PROBLEM STATEMENT: Check every line below for the word "Juna" and show those that hold it.

[Collected data entries]
------

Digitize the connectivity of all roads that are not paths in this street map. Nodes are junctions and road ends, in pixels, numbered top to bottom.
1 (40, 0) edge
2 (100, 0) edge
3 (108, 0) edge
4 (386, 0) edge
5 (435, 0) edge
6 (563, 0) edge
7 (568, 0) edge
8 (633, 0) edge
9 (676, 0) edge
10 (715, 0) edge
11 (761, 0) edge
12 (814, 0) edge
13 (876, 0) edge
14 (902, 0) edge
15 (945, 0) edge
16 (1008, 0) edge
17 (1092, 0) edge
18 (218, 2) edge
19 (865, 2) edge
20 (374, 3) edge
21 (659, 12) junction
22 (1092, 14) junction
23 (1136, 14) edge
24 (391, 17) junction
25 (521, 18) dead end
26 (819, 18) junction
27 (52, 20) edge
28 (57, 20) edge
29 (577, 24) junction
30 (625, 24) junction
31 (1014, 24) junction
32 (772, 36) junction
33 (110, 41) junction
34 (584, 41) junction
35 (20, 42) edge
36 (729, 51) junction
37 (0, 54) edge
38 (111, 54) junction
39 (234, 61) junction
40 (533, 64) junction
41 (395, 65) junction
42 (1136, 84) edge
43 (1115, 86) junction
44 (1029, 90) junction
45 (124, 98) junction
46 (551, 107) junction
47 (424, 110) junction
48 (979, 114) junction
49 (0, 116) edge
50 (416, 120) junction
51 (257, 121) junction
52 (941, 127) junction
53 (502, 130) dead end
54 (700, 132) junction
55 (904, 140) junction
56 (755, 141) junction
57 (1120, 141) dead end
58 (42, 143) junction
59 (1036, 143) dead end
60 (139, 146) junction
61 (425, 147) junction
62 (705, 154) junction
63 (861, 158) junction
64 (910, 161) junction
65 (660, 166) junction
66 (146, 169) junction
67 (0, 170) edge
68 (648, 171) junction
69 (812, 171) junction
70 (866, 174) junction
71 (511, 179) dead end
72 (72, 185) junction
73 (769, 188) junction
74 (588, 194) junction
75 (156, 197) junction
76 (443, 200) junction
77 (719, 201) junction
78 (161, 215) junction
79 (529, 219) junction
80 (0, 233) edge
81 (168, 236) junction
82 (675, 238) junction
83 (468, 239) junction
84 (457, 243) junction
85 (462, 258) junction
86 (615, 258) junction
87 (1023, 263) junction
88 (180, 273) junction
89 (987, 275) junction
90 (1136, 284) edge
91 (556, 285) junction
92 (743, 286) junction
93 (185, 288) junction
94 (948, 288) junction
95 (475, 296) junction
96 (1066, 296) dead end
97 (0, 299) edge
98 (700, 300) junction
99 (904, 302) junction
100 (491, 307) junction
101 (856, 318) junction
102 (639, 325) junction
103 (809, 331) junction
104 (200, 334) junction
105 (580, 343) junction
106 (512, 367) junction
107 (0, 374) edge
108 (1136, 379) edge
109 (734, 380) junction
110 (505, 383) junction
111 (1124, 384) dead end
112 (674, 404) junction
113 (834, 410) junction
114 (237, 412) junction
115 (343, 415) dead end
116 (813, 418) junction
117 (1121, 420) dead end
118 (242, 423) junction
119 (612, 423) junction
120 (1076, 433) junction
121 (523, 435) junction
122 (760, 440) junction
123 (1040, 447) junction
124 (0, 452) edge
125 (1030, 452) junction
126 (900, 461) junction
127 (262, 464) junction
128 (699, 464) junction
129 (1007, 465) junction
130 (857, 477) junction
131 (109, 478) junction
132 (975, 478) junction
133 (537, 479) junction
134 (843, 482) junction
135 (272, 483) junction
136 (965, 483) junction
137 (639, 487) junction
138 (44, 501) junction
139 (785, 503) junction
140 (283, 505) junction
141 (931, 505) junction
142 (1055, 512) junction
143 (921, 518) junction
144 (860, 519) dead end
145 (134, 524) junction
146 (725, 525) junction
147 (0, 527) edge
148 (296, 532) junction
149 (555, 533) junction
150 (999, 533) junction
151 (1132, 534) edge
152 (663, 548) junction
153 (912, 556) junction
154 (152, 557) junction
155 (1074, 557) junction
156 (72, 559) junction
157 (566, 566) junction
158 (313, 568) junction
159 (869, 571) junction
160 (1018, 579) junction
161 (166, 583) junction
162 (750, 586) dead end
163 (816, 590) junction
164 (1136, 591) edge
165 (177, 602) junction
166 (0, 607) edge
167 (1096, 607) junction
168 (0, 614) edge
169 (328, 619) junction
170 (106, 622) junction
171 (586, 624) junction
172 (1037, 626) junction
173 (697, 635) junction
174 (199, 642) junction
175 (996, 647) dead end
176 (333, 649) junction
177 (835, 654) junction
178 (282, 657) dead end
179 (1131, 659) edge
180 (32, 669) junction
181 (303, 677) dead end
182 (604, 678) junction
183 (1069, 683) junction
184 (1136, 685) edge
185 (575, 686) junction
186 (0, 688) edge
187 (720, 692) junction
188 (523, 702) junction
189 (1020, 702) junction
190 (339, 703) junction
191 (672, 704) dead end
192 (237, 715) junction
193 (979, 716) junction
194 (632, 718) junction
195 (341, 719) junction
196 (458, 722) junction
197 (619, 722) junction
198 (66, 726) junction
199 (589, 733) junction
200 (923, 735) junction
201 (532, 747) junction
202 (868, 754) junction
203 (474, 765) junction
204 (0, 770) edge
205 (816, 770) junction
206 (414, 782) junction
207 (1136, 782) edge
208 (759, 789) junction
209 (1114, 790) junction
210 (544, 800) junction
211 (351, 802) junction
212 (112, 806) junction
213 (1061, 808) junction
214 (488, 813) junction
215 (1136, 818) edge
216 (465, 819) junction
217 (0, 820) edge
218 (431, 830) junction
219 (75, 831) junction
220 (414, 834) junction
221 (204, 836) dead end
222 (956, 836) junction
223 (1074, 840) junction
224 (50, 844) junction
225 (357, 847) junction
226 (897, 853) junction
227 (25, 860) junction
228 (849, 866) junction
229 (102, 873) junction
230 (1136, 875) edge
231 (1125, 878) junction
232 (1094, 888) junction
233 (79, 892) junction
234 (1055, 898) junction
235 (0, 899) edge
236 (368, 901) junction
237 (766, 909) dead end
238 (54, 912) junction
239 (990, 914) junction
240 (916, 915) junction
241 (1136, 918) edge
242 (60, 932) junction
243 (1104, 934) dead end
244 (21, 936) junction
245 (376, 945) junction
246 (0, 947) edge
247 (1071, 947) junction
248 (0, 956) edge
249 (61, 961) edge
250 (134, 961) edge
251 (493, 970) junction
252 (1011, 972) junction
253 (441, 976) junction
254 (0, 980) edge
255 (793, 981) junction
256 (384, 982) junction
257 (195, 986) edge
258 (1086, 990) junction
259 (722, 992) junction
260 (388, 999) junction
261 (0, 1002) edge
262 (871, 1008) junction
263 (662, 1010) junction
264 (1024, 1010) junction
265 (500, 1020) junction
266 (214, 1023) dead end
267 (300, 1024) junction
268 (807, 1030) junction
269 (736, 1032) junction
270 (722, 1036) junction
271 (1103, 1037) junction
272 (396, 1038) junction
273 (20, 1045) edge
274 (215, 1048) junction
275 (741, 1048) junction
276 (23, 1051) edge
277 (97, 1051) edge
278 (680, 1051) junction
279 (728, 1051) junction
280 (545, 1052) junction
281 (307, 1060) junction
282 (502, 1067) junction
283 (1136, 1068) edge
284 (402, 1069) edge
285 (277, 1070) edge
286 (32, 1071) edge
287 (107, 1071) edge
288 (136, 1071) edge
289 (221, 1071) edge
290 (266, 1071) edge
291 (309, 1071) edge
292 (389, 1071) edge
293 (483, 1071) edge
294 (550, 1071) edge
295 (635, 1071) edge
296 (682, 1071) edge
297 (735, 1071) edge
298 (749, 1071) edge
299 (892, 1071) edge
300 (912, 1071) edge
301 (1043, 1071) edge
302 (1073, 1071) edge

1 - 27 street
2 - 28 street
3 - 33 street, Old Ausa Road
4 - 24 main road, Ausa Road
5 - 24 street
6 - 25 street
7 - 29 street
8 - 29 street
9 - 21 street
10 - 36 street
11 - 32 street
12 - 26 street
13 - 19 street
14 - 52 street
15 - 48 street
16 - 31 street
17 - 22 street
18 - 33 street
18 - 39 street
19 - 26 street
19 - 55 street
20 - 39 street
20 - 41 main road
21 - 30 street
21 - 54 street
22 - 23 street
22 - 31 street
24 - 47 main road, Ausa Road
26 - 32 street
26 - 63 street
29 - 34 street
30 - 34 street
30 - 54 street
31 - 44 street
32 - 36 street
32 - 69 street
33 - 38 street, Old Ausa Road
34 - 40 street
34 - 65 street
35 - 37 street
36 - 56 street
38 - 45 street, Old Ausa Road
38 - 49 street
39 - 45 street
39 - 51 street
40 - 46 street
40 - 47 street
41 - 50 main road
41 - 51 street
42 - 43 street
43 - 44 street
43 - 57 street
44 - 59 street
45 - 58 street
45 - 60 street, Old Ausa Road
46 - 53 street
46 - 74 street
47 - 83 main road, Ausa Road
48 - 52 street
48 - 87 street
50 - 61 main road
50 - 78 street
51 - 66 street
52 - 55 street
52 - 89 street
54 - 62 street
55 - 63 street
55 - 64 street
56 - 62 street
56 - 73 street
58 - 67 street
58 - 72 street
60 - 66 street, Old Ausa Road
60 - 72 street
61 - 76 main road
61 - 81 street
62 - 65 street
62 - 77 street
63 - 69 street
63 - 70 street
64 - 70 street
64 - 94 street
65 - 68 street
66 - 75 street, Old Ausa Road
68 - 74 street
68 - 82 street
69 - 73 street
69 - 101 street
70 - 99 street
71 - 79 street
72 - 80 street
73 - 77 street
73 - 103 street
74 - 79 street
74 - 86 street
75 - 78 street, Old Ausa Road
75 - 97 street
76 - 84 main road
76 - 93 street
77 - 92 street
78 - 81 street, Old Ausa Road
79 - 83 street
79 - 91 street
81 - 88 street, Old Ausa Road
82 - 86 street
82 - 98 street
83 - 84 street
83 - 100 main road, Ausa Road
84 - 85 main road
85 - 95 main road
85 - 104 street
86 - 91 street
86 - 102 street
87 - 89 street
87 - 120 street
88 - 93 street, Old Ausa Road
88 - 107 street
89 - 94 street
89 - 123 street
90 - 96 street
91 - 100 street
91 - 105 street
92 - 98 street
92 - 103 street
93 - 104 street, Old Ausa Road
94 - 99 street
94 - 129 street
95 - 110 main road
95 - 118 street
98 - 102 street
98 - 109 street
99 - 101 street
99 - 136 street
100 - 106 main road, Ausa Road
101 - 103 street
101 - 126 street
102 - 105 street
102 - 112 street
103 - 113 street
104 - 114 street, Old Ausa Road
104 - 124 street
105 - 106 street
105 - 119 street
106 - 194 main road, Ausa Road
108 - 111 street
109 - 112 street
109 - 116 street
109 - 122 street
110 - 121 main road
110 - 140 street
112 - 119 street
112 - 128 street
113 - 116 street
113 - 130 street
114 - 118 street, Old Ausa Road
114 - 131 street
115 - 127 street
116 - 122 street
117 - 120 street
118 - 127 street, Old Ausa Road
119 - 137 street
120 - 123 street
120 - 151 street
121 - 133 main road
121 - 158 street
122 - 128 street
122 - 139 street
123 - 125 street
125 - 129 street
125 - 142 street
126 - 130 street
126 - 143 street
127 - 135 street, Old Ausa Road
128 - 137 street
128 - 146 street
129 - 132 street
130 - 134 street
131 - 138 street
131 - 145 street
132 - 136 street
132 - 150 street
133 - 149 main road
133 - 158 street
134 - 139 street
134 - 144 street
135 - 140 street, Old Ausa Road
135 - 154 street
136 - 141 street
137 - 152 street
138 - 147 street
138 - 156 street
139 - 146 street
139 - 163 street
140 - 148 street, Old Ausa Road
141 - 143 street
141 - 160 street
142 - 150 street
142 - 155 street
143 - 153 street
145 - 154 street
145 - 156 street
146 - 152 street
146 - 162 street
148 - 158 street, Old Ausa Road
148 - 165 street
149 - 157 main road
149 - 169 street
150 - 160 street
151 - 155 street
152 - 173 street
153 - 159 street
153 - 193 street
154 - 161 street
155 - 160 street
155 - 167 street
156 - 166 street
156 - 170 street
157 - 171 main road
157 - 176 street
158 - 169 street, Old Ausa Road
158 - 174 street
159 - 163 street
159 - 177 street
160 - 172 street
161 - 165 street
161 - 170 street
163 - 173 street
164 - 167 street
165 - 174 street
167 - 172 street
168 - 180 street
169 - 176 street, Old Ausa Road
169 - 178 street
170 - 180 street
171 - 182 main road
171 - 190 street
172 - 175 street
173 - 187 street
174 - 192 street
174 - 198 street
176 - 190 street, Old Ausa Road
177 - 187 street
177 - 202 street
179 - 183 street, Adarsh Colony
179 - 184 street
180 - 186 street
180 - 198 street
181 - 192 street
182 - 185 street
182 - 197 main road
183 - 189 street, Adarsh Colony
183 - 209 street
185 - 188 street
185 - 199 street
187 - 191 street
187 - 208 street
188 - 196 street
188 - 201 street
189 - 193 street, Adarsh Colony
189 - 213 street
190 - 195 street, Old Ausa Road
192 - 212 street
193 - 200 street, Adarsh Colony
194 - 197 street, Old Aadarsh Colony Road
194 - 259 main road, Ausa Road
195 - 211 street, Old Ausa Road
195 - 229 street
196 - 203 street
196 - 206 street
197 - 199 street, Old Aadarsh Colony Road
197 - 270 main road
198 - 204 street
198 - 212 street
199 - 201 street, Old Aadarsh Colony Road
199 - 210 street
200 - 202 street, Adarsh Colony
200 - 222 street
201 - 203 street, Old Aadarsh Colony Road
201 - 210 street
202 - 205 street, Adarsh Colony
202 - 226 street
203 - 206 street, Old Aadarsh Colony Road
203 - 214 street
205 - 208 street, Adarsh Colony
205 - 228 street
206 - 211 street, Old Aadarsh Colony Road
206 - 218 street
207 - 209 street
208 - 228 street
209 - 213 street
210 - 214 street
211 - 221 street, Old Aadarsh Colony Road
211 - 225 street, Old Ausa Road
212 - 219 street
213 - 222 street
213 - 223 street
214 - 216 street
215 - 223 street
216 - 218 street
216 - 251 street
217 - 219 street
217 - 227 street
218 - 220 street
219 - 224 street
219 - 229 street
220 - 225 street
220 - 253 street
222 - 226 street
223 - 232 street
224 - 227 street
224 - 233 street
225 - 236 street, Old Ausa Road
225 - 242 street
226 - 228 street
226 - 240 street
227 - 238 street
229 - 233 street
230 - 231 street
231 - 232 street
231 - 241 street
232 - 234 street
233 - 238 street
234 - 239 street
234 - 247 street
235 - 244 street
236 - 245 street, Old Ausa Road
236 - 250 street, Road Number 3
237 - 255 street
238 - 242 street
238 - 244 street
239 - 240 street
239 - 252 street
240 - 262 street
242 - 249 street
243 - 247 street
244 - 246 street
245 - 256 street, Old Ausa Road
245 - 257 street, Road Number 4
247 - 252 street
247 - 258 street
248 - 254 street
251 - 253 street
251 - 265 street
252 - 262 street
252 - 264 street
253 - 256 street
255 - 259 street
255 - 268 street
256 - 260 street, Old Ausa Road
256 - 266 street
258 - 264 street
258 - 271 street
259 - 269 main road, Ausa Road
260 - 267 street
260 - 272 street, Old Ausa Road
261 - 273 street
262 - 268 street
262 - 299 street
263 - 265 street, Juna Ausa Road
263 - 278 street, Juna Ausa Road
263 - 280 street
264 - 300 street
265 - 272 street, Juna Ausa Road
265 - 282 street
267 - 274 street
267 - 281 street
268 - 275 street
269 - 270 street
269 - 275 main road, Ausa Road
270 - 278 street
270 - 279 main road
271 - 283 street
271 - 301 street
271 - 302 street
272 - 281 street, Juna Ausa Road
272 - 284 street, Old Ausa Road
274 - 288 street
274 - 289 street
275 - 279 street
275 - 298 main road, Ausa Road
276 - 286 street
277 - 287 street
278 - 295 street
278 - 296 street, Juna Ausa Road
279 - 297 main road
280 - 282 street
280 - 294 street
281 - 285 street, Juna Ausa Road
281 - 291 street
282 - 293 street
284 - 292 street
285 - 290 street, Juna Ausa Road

------

WRITTEN ANSWER:
263 - 265 street, Juna Ausa Road
263 - 278 street, Juna Ausa Road
265 - 272 street, Juna Ausa Road
272 - 281 street, Juna Ausa Road
278 - 296 street, Juna Ausa Road
281 - 285 street, Juna Ausa Road
285 - 290 street, Juna Ausa Road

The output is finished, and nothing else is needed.